The Secret of Abdu El Yezdi (61 page)

Crowley stopped and looked back. His skin was a pale purple in the lamplight. His black eyes were pitiless.

“I thought not,” he said. “Just an explorer.”

He continued down the tunnel.

“No!” Burton barked. He slid his cane back into his harness. “I haven't been an explorer since you murdered Isabel Arundell.”

Crowley halted and swung around. “Then what?”

Burton straightened. “I am Sir Richard Francis Burton, the king's agent.” He lifted the police whistle hanging from the cord around his neck, put it to his lips, and blew it as hard as he could. Its high-pitched shriek reverberated deafeningly in the confined space. He dropped it, slammed shut his helmet's faceplate, and quickly turned the butterfly screws that locked it tight.

From far behind him, a loud clank sounded, followed by a deep, reverberating boom.

Crowley frowned. His mouth moved but Burton couldn't hear what he said.

The sewage flowing around Burton's legs suddenly rose to his waist, causing him to stagger. A rumbling turned into a roar. Unable to resist, Burton turned and looked back. A wall of brown sludge, moving at breathtaking speed, shot down the tunnel and slammed into him. It knocked him off his feet, enveloped him, and whirled him up into the middle of the channel. The harness pushed into his ribs harder and harder as the great weight of accumulated water, urine, excrement, animal waste, and filth of every imaginable description pressed against him and thundered over and around him. The noise was deafening, the pressure agonizing, the terror unendurable. He was battered up and down and from side to side, physically anchored by the chain but mentally swept away, feeling himself drowning in the depths of madness.

Hold on.

I can't.

If I can, you can. Death has come for me, but it isn't your time. I'll stay with you until the crisis has passed.

Abdu El Yezdi?

I am you.

Help me.

Endure this. It is but a few minutes in eternity. Your role in the narrative is not done.

What?

The future beckons. It depends on you.

I don't understand.

Soon you will embark on a new expedition.
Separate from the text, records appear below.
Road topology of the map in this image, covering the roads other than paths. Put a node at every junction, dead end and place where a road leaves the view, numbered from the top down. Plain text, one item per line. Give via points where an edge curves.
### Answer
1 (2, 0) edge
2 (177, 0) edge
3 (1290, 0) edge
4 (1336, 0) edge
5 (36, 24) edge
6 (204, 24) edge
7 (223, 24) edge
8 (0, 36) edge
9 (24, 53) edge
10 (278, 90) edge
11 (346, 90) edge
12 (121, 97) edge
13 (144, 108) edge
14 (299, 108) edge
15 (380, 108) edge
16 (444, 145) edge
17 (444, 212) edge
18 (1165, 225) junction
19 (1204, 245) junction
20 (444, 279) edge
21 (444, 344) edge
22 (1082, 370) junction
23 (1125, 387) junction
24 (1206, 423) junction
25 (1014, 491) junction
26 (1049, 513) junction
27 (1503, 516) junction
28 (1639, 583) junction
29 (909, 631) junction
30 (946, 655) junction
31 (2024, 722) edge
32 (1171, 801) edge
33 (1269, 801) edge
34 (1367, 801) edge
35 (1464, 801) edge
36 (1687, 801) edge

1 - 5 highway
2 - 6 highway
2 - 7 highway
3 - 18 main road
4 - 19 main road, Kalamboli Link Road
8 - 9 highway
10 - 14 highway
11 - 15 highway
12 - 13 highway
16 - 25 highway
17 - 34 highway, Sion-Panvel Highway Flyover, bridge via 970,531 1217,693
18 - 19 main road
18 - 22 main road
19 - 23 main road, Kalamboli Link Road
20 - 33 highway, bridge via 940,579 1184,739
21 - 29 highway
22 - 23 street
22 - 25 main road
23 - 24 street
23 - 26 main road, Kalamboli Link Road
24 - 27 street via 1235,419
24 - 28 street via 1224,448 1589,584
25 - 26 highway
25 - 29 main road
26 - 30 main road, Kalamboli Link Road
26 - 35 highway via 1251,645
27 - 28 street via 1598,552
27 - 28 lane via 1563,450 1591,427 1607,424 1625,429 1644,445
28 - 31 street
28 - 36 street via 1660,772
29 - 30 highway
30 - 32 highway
Burton screamed as the harness cut into him. His ribs creaked. He couldn't breathe. The surging liquid banged him against the ceiling. He was petrified that the helmet might break like an eggshell.

Listen to Swinburne. I have left you many resources, but none is more valuable than the poet. Trust his instincts above even your own. He has a vital role to play.

Please. Make it stop.

Know this: Edward Oxford is waking from his slumber.

Oxford is dead.

No. Spring Heeled Jack will return. But our brother is in a position of influence. You must become his Abdu El Yezdi. Through him, you can keep this world safe from the stilt-man. Play the card well.

No. No. No.

There is so much more I want to tell you. I'm sorry.

Sorry?

For so much. I pray you don't suffer as I have. But peace will come to me now.
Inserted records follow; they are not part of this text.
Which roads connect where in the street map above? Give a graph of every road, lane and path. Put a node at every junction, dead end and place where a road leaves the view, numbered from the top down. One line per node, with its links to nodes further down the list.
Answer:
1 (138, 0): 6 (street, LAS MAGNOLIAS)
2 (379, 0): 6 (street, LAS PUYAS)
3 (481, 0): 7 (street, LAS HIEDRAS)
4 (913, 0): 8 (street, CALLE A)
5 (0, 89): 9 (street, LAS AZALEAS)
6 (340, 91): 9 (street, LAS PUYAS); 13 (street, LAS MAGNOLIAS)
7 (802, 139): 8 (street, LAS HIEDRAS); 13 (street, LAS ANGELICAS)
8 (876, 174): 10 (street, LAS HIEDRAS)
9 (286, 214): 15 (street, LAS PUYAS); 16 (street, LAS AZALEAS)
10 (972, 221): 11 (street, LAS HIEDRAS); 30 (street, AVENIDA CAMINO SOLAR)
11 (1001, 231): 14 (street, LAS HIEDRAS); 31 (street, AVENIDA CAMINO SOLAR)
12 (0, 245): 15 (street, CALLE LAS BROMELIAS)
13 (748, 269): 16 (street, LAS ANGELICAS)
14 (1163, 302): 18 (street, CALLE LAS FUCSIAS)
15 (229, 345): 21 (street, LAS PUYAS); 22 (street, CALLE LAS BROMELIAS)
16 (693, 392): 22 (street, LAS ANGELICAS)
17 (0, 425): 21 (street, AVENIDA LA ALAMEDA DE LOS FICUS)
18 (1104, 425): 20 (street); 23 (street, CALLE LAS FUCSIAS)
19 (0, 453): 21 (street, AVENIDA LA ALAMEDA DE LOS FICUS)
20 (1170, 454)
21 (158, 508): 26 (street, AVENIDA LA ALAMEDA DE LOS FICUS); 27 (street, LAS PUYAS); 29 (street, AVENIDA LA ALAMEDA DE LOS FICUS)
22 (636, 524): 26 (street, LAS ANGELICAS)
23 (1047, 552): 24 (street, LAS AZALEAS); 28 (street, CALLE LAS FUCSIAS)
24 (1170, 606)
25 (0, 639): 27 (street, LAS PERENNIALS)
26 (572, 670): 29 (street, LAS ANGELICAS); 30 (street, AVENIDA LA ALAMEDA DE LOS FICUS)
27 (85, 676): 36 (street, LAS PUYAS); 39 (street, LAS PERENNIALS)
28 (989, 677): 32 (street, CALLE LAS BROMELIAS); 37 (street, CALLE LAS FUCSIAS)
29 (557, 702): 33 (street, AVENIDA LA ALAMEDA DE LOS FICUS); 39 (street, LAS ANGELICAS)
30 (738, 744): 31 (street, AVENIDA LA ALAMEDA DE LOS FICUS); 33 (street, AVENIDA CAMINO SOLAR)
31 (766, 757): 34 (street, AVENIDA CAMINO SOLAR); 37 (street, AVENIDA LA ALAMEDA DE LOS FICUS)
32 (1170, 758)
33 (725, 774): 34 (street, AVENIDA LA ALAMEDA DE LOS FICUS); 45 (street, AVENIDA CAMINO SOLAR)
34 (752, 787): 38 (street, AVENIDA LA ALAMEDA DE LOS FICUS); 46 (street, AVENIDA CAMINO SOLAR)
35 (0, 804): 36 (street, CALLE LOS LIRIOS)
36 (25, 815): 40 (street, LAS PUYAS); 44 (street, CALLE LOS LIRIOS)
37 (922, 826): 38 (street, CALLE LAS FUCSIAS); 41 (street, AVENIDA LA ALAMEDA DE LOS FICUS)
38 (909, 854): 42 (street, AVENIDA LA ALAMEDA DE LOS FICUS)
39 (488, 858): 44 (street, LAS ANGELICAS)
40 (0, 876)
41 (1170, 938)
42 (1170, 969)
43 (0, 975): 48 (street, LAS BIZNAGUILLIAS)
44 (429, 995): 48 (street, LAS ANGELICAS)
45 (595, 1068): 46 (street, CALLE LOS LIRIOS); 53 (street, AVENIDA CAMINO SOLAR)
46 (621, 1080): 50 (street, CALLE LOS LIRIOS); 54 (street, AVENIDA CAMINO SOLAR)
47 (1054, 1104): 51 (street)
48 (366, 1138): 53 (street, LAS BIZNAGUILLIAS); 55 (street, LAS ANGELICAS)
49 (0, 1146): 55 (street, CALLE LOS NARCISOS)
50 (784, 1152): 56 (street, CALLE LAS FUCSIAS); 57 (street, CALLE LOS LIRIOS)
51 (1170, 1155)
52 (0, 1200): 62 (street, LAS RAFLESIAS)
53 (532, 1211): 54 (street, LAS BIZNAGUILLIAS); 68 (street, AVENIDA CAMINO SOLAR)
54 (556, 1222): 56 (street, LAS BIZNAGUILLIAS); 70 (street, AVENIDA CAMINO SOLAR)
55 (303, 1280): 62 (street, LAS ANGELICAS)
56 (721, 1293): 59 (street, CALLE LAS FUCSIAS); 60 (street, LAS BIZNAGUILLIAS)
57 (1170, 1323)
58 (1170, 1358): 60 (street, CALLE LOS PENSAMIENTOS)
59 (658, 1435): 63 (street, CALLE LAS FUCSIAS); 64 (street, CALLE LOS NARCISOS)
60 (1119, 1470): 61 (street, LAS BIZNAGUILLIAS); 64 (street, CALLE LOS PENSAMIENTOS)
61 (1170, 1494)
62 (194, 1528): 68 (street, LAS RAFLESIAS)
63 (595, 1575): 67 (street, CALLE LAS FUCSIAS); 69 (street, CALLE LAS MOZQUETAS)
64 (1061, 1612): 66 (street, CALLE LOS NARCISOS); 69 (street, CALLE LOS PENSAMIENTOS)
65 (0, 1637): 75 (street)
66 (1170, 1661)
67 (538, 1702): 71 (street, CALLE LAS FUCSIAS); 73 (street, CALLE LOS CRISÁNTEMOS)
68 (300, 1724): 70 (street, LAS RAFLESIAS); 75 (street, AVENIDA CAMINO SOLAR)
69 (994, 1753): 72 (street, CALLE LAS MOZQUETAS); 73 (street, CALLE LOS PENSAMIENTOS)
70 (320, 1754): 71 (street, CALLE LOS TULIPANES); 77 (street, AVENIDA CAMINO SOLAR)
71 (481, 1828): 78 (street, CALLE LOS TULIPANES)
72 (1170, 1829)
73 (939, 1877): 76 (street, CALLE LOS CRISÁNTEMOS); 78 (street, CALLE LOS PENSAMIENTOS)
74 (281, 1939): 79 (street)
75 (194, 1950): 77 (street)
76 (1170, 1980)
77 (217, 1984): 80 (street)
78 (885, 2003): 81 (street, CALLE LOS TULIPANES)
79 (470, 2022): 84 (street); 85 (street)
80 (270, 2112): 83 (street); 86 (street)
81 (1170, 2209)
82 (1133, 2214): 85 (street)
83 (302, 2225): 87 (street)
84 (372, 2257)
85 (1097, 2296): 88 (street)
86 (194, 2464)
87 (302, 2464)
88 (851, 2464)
I'm dying. Bismillah! I'm dying.

No, you are not. But I am. Blessed release! I can see it. I can see it.

What? Tell me!

The roof of the tent. The dawn light upon the canvas. It's beautiful. So beautiful. I'm going to step out.

No! Don't leave me!

I have to. I want to look across the desert. I want to see the horizon again.

Please.

I hear the camel bells…

Burton's back bumped into something solid. He felt himself drawn sideways. He realised that his left hand was pressed so hard against his swordstick—still secured by the harness—that it had cramped and he couldn't move his fingers. The heels of his boots scraped across a corner. He was rising.

Foul gunk drained from his faceplate. Light shone through. Gravity tugged at him. Brickwork slid past, sinking downward.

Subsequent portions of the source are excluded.